What is being asked
For the string "Tapajós", search the entries below and copy every line where it appears.

Saved data entries:
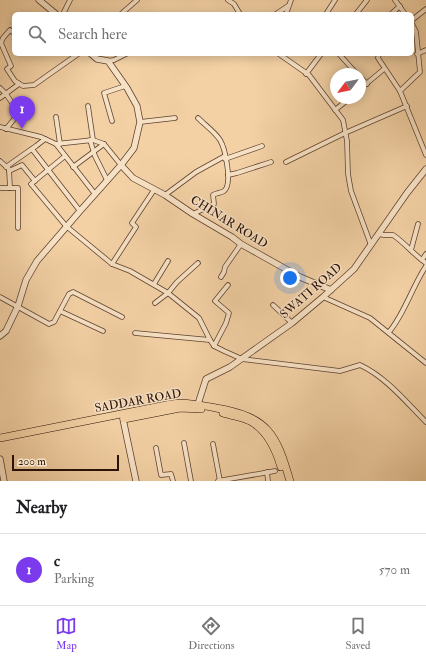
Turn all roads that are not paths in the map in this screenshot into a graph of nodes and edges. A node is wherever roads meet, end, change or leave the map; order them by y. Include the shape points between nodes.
1 (40, 0) edge
2 (70, 0) edge
3 (137, 0) edge
4 (228, 0) edge
5 (291, 0) edge
6 (336, 0) edge
7 (367, 0) edge
8 (395, 0) edge
9 (288, 6) junction
10 (400, 6) junction
11 (426, 9) edge
12 (54, 12) edge
13 (64, 12) edge
14 (123, 12) edge
15 (239, 12) edge
16 (279, 12) edge
17 (286, 12) edge
18 (327, 12) edge
19 (358, 12) edge
20 (393, 12) edge
21 (404, 12) edge
22 (414, 18) edge
23 (12, 32) edge
24 (414, 33) edge
25 (426, 50) edge
26 (417, 54) junction
27 (75, 56) edge
28 (93, 56) edge
29 (122, 56) edge
30 (282, 56) edge
31 (320, 56) edge
32 (341, 56) edge
33 (378, 56) edge
34 (108, 61) junction
35 (352, 68) edge
36 (384, 69) junction
37 (306, 74) junction
38 (19, 84) junction
39 (366, 84) edge
40 (125, 86) junction
41 (0, 88) edge
42 (400, 91) junction
43 (6, 94) junction
44 (0, 98) edge
45 (342, 104) edge
46 (88, 106) dead end
47 (407, 106) junction
48 (335, 110) junction
49 (56, 117) dead end
50 (175, 118) dead end
51 (198, 118) dead end
52 (112, 120) dead end
53 (140, 122) junction
54 (0, 127) edge
55 (6, 129) junction
56 (345, 133) junction
57 (45, 139) junction
58 (92, 140) junction
59 (58, 144) junction
60 (104, 144) junction
61 (262, 146) dead end
62 (32, 150) junction
63 (93, 151) junction
64 (426, 155) edge
65 (65, 156) junction
66 (225, 157) junction
67 (0, 161) edge
68 (271, 162) dead end
69 (286, 162) dead end
70 (121, 166) junction
71 (6, 167) junction
72 (73, 167) junction
73 (426, 169) edge
74 (48, 170) junction
75 (9, 171) junction
76 (228, 174) junction
77 (107, 180) junction
78 (35, 181) junction
79 (0, 188) edge
80 (10, 188) junction
81 (154, 190) junction
82 (95, 194) junction
83 (165, 195) junction
84 (80, 210) junction
85 (193, 214) junction
86 (418, 224) dead end
87 (66, 226) junction
88 (18, 228) dead end
89 (379, 234) junction
90 (241, 244) junction
91 (371, 244) junction
92 (411, 250) junction
93 (426, 254) edge
94 (168, 261) dead end
95 (198, 263) dead end
96 (425, 263) edge
97 (112, 264) junction
98 (221, 277) dead end
99 (154, 284) junction
100 (228, 285) dead end
101 (331, 290) junction
102 (168, 293) junction
103 (0, 297) edge
104 (323, 298) junction
105 (155, 303) dead end
106 (273, 305) dead end
107 (18, 306) junction
108 (60, 311) junction
109 (122, 317) dead end
110 (292, 323) junction
111 (103, 331) dead end
112 (389, 332) junction
113 (135, 333) dead end
114 (0, 336) edge
115 (210, 340) junction
116 (214, 346) junction
117 (242, 359) junction
118 (426, 363) edge
119 (197, 407) junction
120 (123, 416) junction
121 (426, 422) edge
122 (0, 438) edge
123 (0, 443) edge
124 (184, 443) dead end
125 (214, 444) dead end
126 (156, 448) dead end
127 (0, 458) edge
128 (275, 470) dead end
129 (267, 472) junction
130 (240, 479) edge
131 (4, 481) edge
132 (136, 481) edge
133 (173, 481) edge
134 (191, 481) edge
135 (219, 481) edge
136 (268, 481) edge
137 (285, 481) edge
138 (290, 481) edge

1 - 12 street
2 - 13 street
3 - 14 street
4 - 15 street
5 - 9 street
6 - 18 street
7 - 19 street
8 - 10 street
9 - 16 street
9 - 17 street
10 - 20 street
10 - 21 street
11 - 22 street
23 - 38 street via 10,30 1,43 11,66 7,69
24 - 26 street
25 - 26 street
26 - 42 street via 420,72
27 - 38 street via 34,85
28 - 34 street
29 - 34 street
30 - 37 street
31 - 37 street
32 - 35 street
33 - 36 street
34 - 40 street
36 - 39 street
36 - 42 street
37 - 48 street
38 - 43 street
40 - 52 street via 104,93
40 - 53 street via 137,106
41 - 43 street
42 - 47 street
43 - 44 street
43 - 55 street via 19,113
45 - 48 street
46 - 58 street
47 - 56 street
47 - 64 street
48 - 56 street via 343,120
49 - 59 street
50 - 53 street
51 - 66 street via 219,139
53 - 70 street via 134,148
54 - 55 street
55 - 57 street
56 - 69 street
56 - 91 street via 351,190
57 - 59 street
57 - 62 street
58 - 59 street
58 - 60 street
58 - 63 street
59 - 65 street
60 - 63 street
60 - 70 street
61 - 66 street
62 - 71 street
62 - 74 street
63 - 72 street
63 - 77 street
65 - 72 street
65 - 74 street
66 - 76 street
66 - 83 street via 196,172
67 - 71 street
68 - 76 street
70 - 77 street
70 - 81 street, CHINAR ROAD via 134,178
71 - 75 street
72 - 82 street
73 - 89 street, SWATI ROAD
74 - 78 street
74 - 84 street
75 - 78 street via 22,165
75 - 80 street
76 - 85 street via 226,189 213,195 214,204
77 - 82 street
78 - 87 street via 31,184
79 - 80 street
80 - 88 street via 18,188
81 - 83 street, CHINAR ROAD
81 - 97 street via 132,223 136,227
82 - 84 street
83 - 85 street, CHINAR ROAD
84 - 87 street
85 - 90 street, CHINAR ROAD via 221,229
86 - 92 street
87 - 97 street
87 - 107 street via 37,261 26,280
89 - 91 street, SWATI ROAD
89 - 92 street via 393,235
90 - 98 street
90 - 101 street, CHINAR ROAD via 300,277
91 - 101 street, SWATI ROAD via 354,269
92 - 96 street
93 - 96 street
94 - 99 street
95 - 102 street
96 - 112 street via 397,322
97 - 99 street
99 - 102 street
100 - 116 street via 215,301 228,313 226,323
101 - 104 street, SWATI ROAD
102 - 105 street
102 - 115 street via 199,318
103 - 107 street
104 - 110 street, SWATI ROAD
104 - 112 street via 370,318
106 - 110 street
107 - 108 street via 49,324 54,322
107 - 114 street via 6,331
108 - 109 street via 69,294 74,292
108 - 111 street
110 - 117 street, SWATI ROAD
112 - 118 street
113 - 115 street
115 - 116 street
116 - 117 street
117 - 119 street, SWATI ROAD via 206,379
117 - 121 street via 340,371 360,365 371,370
119 - 120 main road
119 - 137 main road via 252,422 271,443
119 - 138 main road, SADDAR ROAD via 233,411 264,425 280,450
120 - 122 main road, SADDAR ROAD
120 - 123 main road, SADDAR ROAD
120 - 132 street
124 - 134 street
125 - 135 street
126 - 133 street via 161,475 171,474
127 - 131 street
128 - 129 street
129 - 130 street
129 - 136 street
130 - 135 street

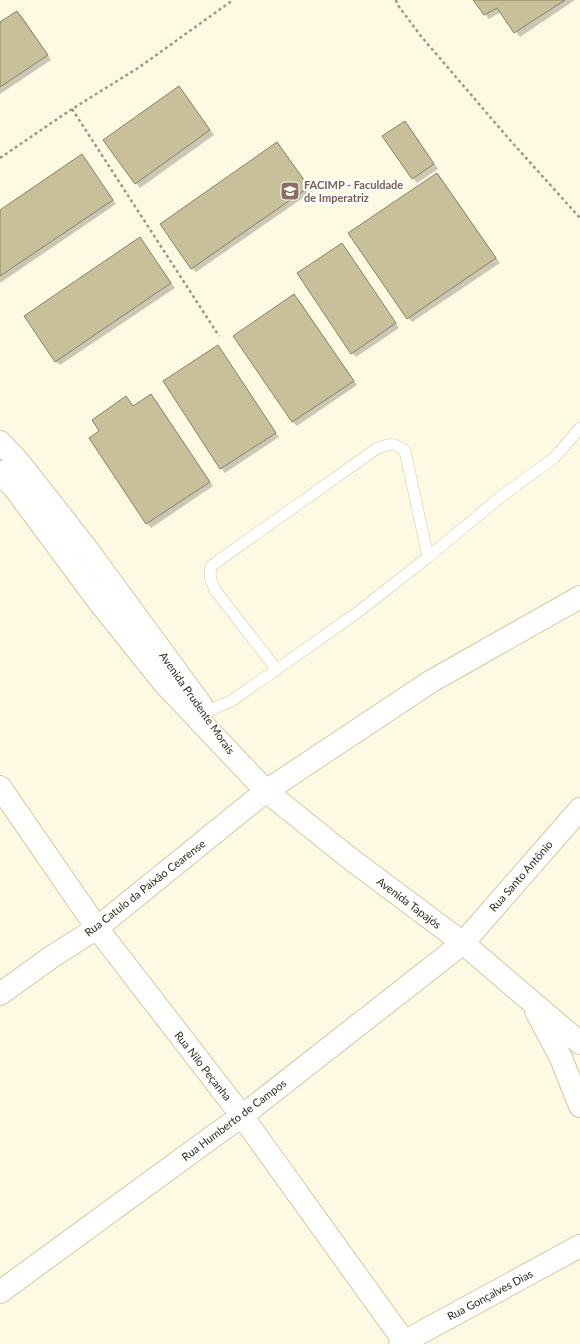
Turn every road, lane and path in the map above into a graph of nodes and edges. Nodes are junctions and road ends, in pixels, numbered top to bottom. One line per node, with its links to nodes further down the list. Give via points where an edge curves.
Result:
1 (233, 0): 3 (path, via 138,68)
2 (396, 0): 5 (path, via 420,35)
3 (72, 109): 4 (path); 6 (path)
4 (0, 158)
5 (580, 218)
6 (219, 336)
7 (580, 428): 10 (lane, via 554,458)
8 (0, 442): 13 (street, Avenida Prudente Morais, via 87,549)
9 (0, 472): 14 (street, Avenida Prudente Morais, via 163,682)
10 (428, 557): 12 (lane, via 358,612); 12 (lane, via 405,451 390,444 376,449 211,566 210,578 215,590)
11 (580, 597): 16 (street, Rua Catulo da Paixão Cearense, via 430,682)
12 (277, 670): 13 (lane, via 233,700)
13 (206, 712): 14 (street, Avenida Prudente Morais)
14 (238, 762): 16 (street, Avenida Tapajós)
15 (0, 787): 18 (street, Rua Nilo Peçanha)
16 (266, 791): 18 (street, Rua Catulo da Paixão Cearense); 19 (street, Avenida Tapajós, via 348,857)
17 (580, 809): 19 (street, Rua Santo Antônio)
18 (97, 928): 20 (street, Rua Catulo da Paixão Cearense); 24 (street, Rua Nilo Peçanha)
19 (463, 943): 21 (street, Avenida Tapajós); 24 (street, Rua Humberto de Campos)
20 (0, 994)
21 (530, 1001): 22 (street, Avenida Tapajós); 23 (street, via 561,1058)
22 (580, 1043)
23 (580, 1106)
24 (242, 1116): 26 (street, Rua Humberto de Campos); 27 (street, Rua Nilo Peçanha)
25 (580, 1246): 27 (street, Rua Gonçalves Dias)
26 (0, 1292)
27 (404, 1343)

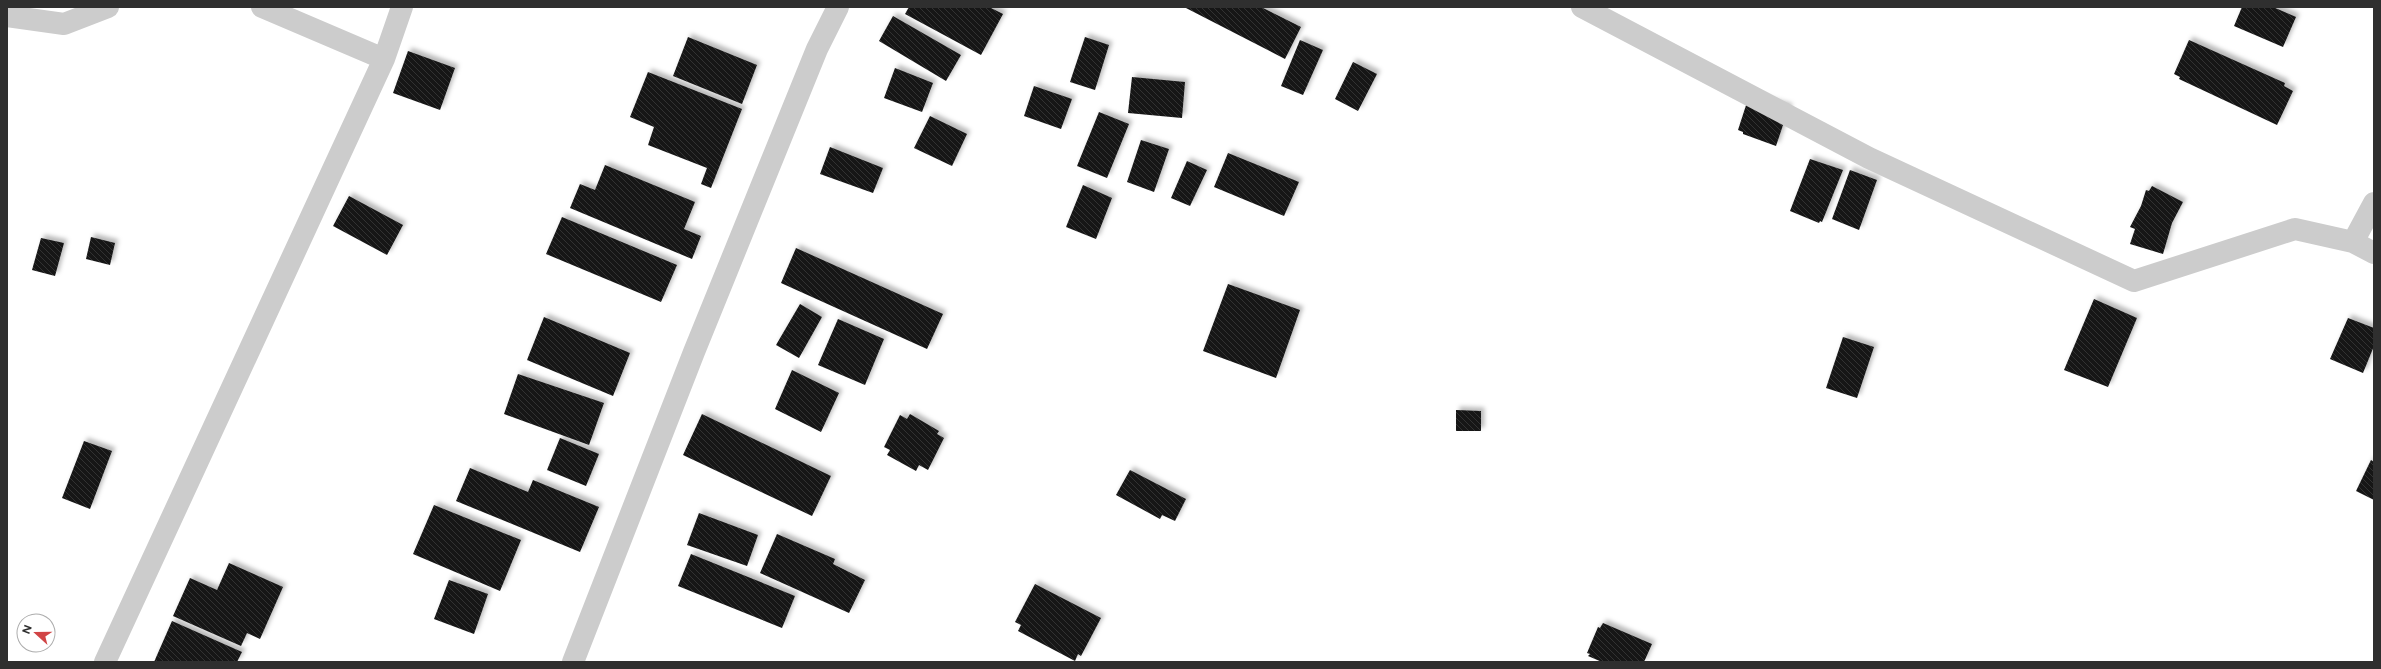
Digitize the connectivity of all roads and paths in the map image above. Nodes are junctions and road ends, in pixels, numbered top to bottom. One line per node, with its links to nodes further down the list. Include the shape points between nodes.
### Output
1 (108, 7): 7 (street, via 64,24)
2 (262, 7): 8 (street)
3 (402, 7): 8 (street)
4 (838, 7): 13 (street, via 805,79 694,352)
5 (1582, 7): 6 (street)
6 (1614, 14): 10 (street, via 1869,158 2134,281 2295,229)
7 (7, 16)
8 (384, 60): 12 (street)
9 (2374, 203): 10 (street)
10 (2353, 242): 11 (street)
11 (2374, 253)
12 (105, 662)
13 (573, 662)

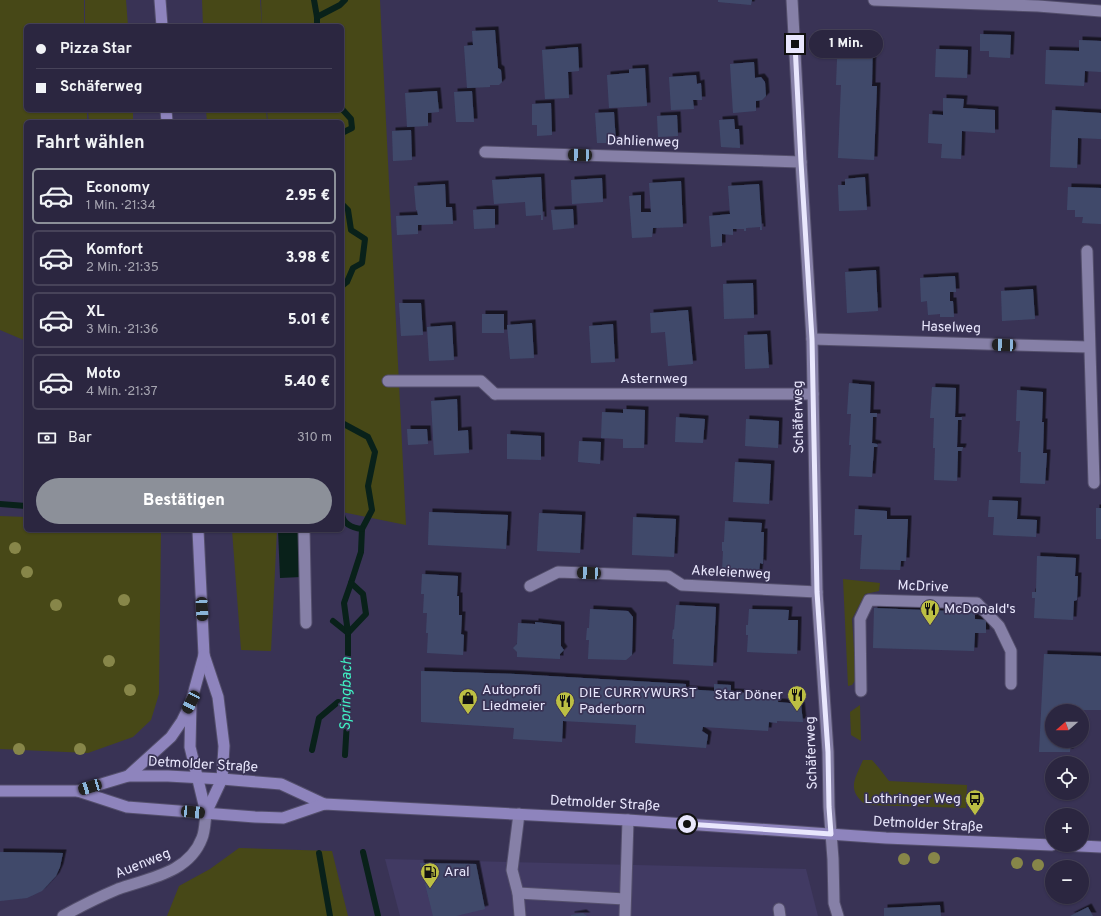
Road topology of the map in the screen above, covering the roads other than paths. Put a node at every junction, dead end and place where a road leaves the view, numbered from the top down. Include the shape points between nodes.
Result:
1 (160, 0) edge
2 (792, 0) edge
3 (874, 0) edge
4 (1101, 11) edge
5 (162, 24) edge
6 (485, 152) dead end
7 (801, 162) junction
8 (1087, 252) dead end
9 (812, 339) junction
10 (1090, 347) junction
11 (388, 381) dead end
12 (813, 394) junction
13 (1094, 483) dead end
14 (198, 532) edge
15 (304, 532) edge
16 (530, 586) dead end
17 (817, 592) junction
18 (306, 623) dead end
19 (204, 655) junction
20 (1011, 684) dead end
21 (861, 691) dead end
22 (191, 702) junction
23 (128, 776) junction
24 (197, 778) junction
25 (222, 779) junction
26 (0, 791) edge
27 (78, 791) junction
28 (324, 804) junction
29 (206, 814) junction
30 (519, 814) junction
31 (628, 820) junction
32 (831, 834) junction
33 (1045, 845) edge
34 (1089, 846) edge
35 (1101, 846) edge
36 (518, 893) junction
37 (625, 899) junction
38 (63, 916) edge
39 (520, 916) edge
40 (625, 916) edge
41 (838, 916) edge

1 - 5 main road
2 - 7 street, Schäferweg
3 - 4 street
6 - 7 street, Dahlienweg
7 - 9 street, Schäferweg
8 - 10 street
9 - 10 street, Haselweg
9 - 12 street, Schäferweg
10 - 13 street
11 - 12 street, Asternweg via 481,381 494,394
12 - 17 street, Schäferweg
14 - 19 main road
15 - 18 street
16 - 17 street, Akeleienweg via 558,572 668,576 682,585
17 - 32 street, Schäferweg
19 - 22 main road
19 - 25 main road via 218,697 224,746
20 - 21 street, McDrive via 1011,651 999,626 977,603 869,600 860,620
22 - 23 main road via 171,736
22 - 24 main road via 190,747
23 - 24 main road, Detmolder Straße
23 - 27 main road, Detmolder Straße
24 - 25 main road, Detmolder Straße
24 - 29 main road
25 - 28 main road, Detmolder Straße via 281,784
25 - 29 main road
26 - 27 main road, Detmolder Straße
27 - 29 main road, Detmolder Straße via 126,807
28 - 29 main road, Detmolder Straße via 283,818
28 - 30 main road, Detmolder Straße
29 - 38 street, Auenweg via 202,837 184,863 171,872 100,896
30 - 31 main road, Detmolder Straße
30 - 36 street via 512,870
31 - 32 main road, Detmolder Straße
31 - 37 street
32 - 33 main road, Detmolder Straße
32 - 41 street via 834,903
34 - 35 main road
36 - 37 street
36 - 39 street
37 - 40 street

Result for this exercise
14 (238, 762): 16 (street, Avenida Tapajós)
16 (266, 791): 18 (street, Rua Catulo da Paixão Cearense); 19 (street, Avenida Tapajós, via 348,857)
19 (463, 943): 21 (street, Avenida Tapajós); 24 (street, Rua Humberto de Campos)
21 (530, 1001): 22 (street, Avenida Tapajós); 23 (street, via 561,1058)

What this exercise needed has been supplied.